▶ _ABOUT THIS TASK_:
Word-for-word transcription: reproduce all of the data, but not the pictures.

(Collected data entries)
-------------------------

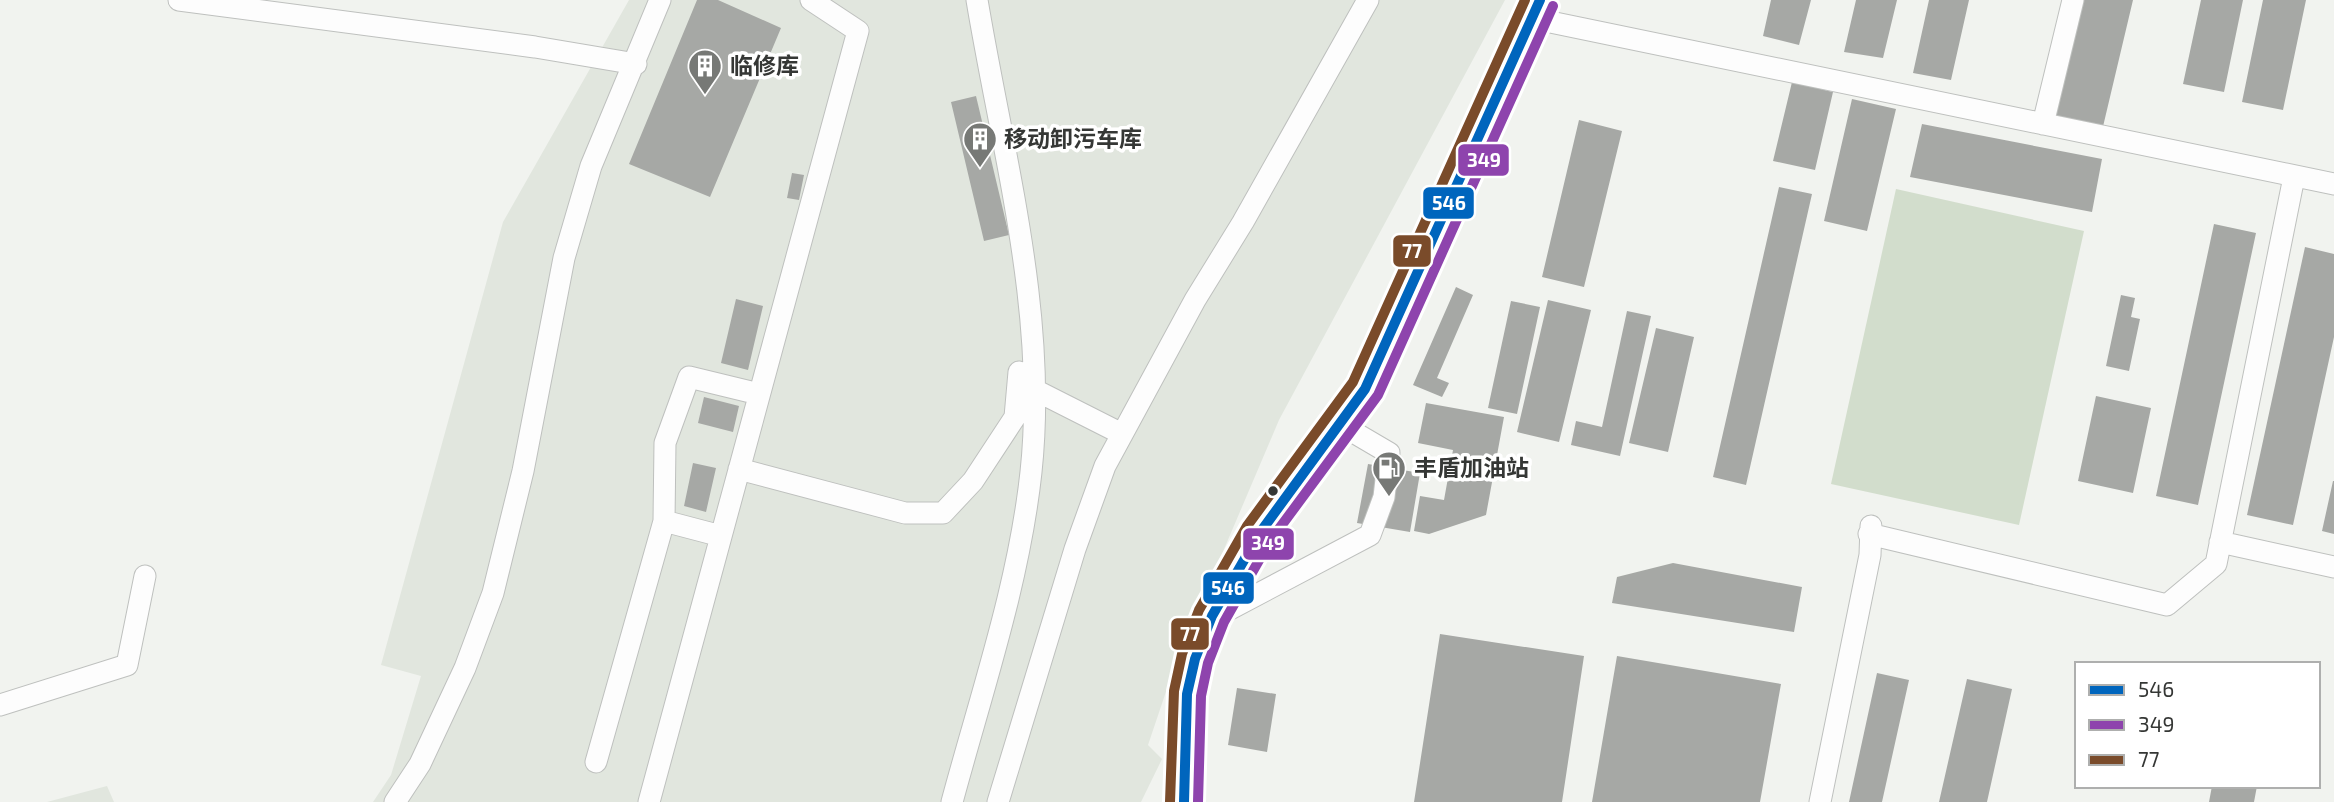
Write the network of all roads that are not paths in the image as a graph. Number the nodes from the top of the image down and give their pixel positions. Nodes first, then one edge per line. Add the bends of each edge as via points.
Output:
1 (179, 0) edge
2 (660, 0) edge
3 (811, 0) edge
4 (977, 0) edge
5 (1368, 0) edge
6 (2073, 0) edge
7 (1536, 9) edge
8 (636, 64) junction
9 (2043, 124) junction
10 (2294, 177) junction
11 (2334, 184) edge
12 (1027, 282) junction
13 (1033, 389) junction
14 (760, 394) junction
15 (1343, 426) junction
16 (1122, 434) junction
17 (739, 469) junction
18 (664, 521) junction
19 (721, 536) junction
20 (2220, 541) junction
21 (2334, 566) edge
22 (145, 576) dead end
23 (1211, 620) junction
24 (0, 705) edge
25 (596, 762) dead end
26 (395, 802) edge
27 (649, 802) edge
28 (952, 802) edge
29 (998, 802) edge
30 (1184, 802) edge
31 (1821, 802) edge

1 - 8 street
2 - 8 street
3 - 14 street via 858,31
4 - 12 street
5 - 16 street
6 - 9 street
7 - 9 street
7 - 15 main road via 1387,346
8 - 26 street via 591,166 564,258 523,471 493,593 421,764
9 - 10 street
10 - 11 street
10 - 20 street
12 - 13 street
12 - 17 street via 1018,326 1016,417 973,481 943,513 905,513
13 - 16 street
13 - 28 street via 1031,473 1017,555
14 - 17 street
14 - 18 street via 689,377 665,443
15 - 23 main road via 1264,527
15 - 23 street via 1389,453 1384,497 1370,535
16 - 29 street via 1105,466 1075,549
17 - 19 street
18 - 19 street
18 - 25 street
19 - 27 street
20 - 21 street
20 - 31 street via 2216,564 2167,605 1870,530 1870,555
22 - 24 street via 127,665
23 - 30 main road via 1195,660 1186,704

-------------------------

▶ _EXERCISE RESPONSE_:
Write the network of all roads that are not paths in the image as a graph. Number the nodes from the top of the image down and give their pixel positions. Nodes first, then one edge per line. Add the bends of each edge as via points.
Output:
1 (179, 0) edge
2 (660, 0) edge
3 (811, 0) edge
4 (977, 0) edge
5 (1368, 0) edge
6 (2073, 0) edge
7 (1536, 9) edge
8 (636, 64) junction
9 (2043, 124) junction
10 (2294, 177) junction
11 (2334, 184) edge
12 (1027, 282) junction
13 (1033, 389) junction
14 (760, 394) junction
15 (1343, 426) junction
16 (1122, 434) junction
17 (739, 469) junction
18 (664, 521) junction
19 (721, 536) junction
20 (2220, 541) junction
21 (2334, 566) edge
22 (145, 576) dead end
23 (1211, 620) junction
24 (0, 705) edge
25 (596, 762) dead end
26 (395, 802) edge
27 (649, 802) edge
28 (952, 802) edge
29 (998, 802) edge
30 (1184, 802) edge
31 (1821, 802) edge

1 - 8 street
2 - 8 street
3 - 14 street via 858,31
4 - 12 street
5 - 16 street
6 - 9 street
7 - 9 street
7 - 15 main road via 1387,346
8 - 26 street via 591,166 564,258 523,471 493,593 421,764
9 - 10 street
10 - 11 street
10 - 20 street
12 - 13 street
12 - 17 street via 1018,326 1016,417 973,481 943,513 905,513
13 - 16 street
13 - 28 street via 1031,473 1017,555
14 - 17 street
14 - 18 street via 689,377 665,443
15 - 23 main road via 1264,527
15 - 23 street via 1389,453 1384,497 1370,535
16 - 29 street via 1105,466 1075,549
17 - 19 street
18 - 19 street
18 - 25 street
19 - 27 street
20 - 21 street
20 - 31 street via 2216,564 2167,605 1870,530 1870,555
22 - 24 street via 127,665
23 - 30 main road via 1195,660 1186,704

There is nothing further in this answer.